I find myself utterly fascinated by the revelation of the identity of Deep Throat.  Watergate was the first major political event that I could approach with something like an adult understanding.  I associate the Nixon administration with the awakening of my political awareness.  I was not old enough to vote in the 1972 election, but I followed it, and I followed all the Watergate revelations (in my memory, it seems as if major things were happening every day, although I know that wasn't really the case.)  I remember consciously saying to myself as I watched Nixon's resignation -- "THIS is history."  I'd lived through major historical events before, of course (JFK, the moon landing, all sorts of stuff), but somehow, the Nixon thing really hit me, probably because I was older and could realize the importance for myself.
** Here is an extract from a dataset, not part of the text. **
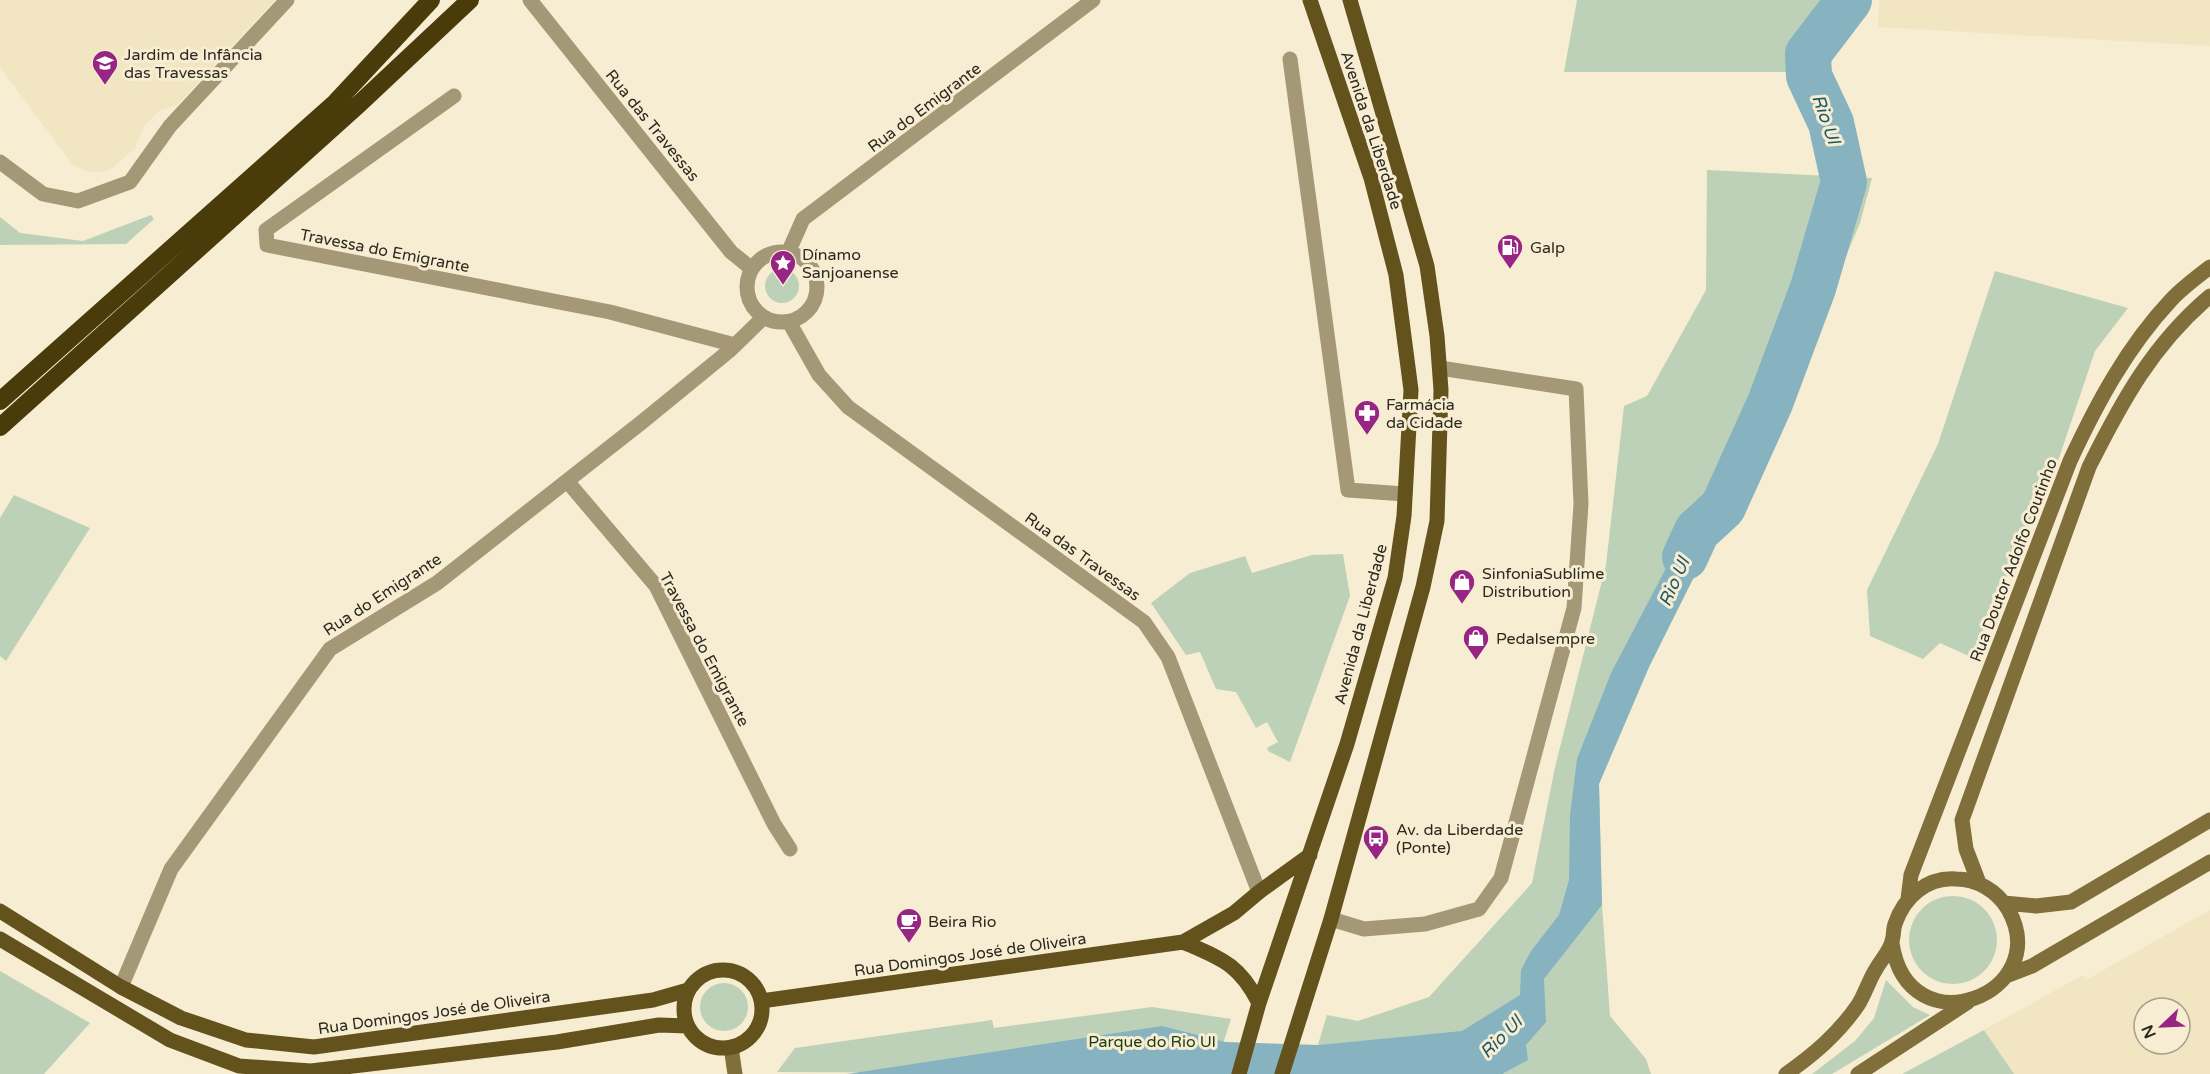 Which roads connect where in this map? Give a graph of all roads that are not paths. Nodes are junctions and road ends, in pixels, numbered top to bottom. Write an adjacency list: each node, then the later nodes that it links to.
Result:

Anyway, even though I thought I was pretty knowledgable about Watergate, I evidently wasn't, because when I read that Deep Throat was Mark Felt, I didn't remember who he was.  But now reading about him and about the Watergate days really brings that time back to me -- when the dishonesty of an American president could still shock me, when I was just stretching my almost-grown-up wings, and when it really seemed to me as if my generation was going to make a difference despite Vietnam and criminal government corruption and all the rest of it.  To me, Nixon's resignation seemed to symbolize a genuine new start.  It wasn't, but I couldn't know that then.
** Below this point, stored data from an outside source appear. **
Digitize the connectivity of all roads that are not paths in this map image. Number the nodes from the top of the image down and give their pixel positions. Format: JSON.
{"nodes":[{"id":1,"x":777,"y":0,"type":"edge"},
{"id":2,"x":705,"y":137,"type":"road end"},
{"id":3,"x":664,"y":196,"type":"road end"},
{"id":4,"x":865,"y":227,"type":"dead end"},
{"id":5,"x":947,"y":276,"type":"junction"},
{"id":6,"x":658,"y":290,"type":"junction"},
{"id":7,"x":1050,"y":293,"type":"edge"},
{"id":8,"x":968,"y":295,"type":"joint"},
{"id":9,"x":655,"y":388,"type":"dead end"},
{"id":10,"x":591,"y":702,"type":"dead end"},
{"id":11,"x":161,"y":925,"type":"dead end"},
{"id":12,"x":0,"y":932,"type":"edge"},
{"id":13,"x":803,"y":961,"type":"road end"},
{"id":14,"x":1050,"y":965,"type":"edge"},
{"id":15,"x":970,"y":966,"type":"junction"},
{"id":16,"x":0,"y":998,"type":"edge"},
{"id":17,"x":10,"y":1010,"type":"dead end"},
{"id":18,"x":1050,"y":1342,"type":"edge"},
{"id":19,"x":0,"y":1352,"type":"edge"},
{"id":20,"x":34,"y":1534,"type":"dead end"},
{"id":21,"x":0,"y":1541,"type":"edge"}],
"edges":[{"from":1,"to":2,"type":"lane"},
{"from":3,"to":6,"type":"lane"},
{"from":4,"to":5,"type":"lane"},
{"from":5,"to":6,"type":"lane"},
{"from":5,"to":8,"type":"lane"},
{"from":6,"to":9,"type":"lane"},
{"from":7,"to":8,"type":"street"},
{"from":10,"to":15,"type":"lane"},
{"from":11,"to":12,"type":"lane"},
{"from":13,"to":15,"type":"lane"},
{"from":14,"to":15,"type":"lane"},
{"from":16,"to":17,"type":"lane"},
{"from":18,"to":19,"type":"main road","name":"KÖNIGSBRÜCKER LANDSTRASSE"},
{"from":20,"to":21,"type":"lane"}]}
If memory serves, I didn't know about Deep Throat until later, when All the President's Men came out (1976?)  But of course I still associate the name with those breathless days of summer 1974, when Nixon's downfall seemed both inevitable and yet always just out of reach.

I'm alternately amused and annoyed by some of the holier-than-thou criticisms of John Dean and Patrick Buchanan and others.  There's even Pat Buchanan's sister, demanding to know why Felt didn't take his concerns through "proper channels," such as the Attorney General.  Oh, right, the Attorney General.  That would have been Attorney General John Mitchell, you understand -- the same John Mitchell who went to prison because of the part he played in subverting the Constitution, obstructing justice, lying to the American people, etc., etc.
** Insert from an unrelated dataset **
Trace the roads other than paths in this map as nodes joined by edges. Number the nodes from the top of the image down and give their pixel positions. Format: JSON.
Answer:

I saw Woodward and Bernstein on Larry King, and Bernstein noted that what is happening now is the same thing that happened then -- the people in the Nixon administration tried to turn the spotlight away from themselves and act as if the problem was not their own corruption and lies, but the behavior of the Washington Post and the press in general.  Now some of Felt's critics are doing the same thing -- villifying the source and conveniently ignoring the criminal behavior that gave Deep Throat something to talk about in the first place.  And Woodward pointed out that Felt didn't have the whole story -- it was up to the reporters to put it all together.  So even if he had gone to someone in the admin, Felt could have described only vague suspicions and pointed out a few mysteries and discrepancies; he didn't know how they all connected.

Watergate was a major threat to the power of the Constitution.  Today, when our Constitution is again facing serious threats, we can't afford to let anyone cover up the truth the way the president and all his men did during in the late 60s and early 70s.  Felt is not a traitor, although Nixon certainly was -- a traitor to the people, at least.

Of course, I don't know that I will go as far as Felt's family and claim him as a hero, either.  Maybe he was; maybe he wasn't.  I don't know his motives.  After all, Nixon passed him over as J. Edgar Hoover's replacement.  Perhaps he acted out of revenge as much as a desire to see truth triumph.  Probably, like most people who face complex decisions, he had several motives, even conflicting ones.  I'm sure it couldn't have been easy for him to go against his lifetime of training in the FBI and help reveal the truth.  But in the end, I'm glad he (and many others, including John Dean) did.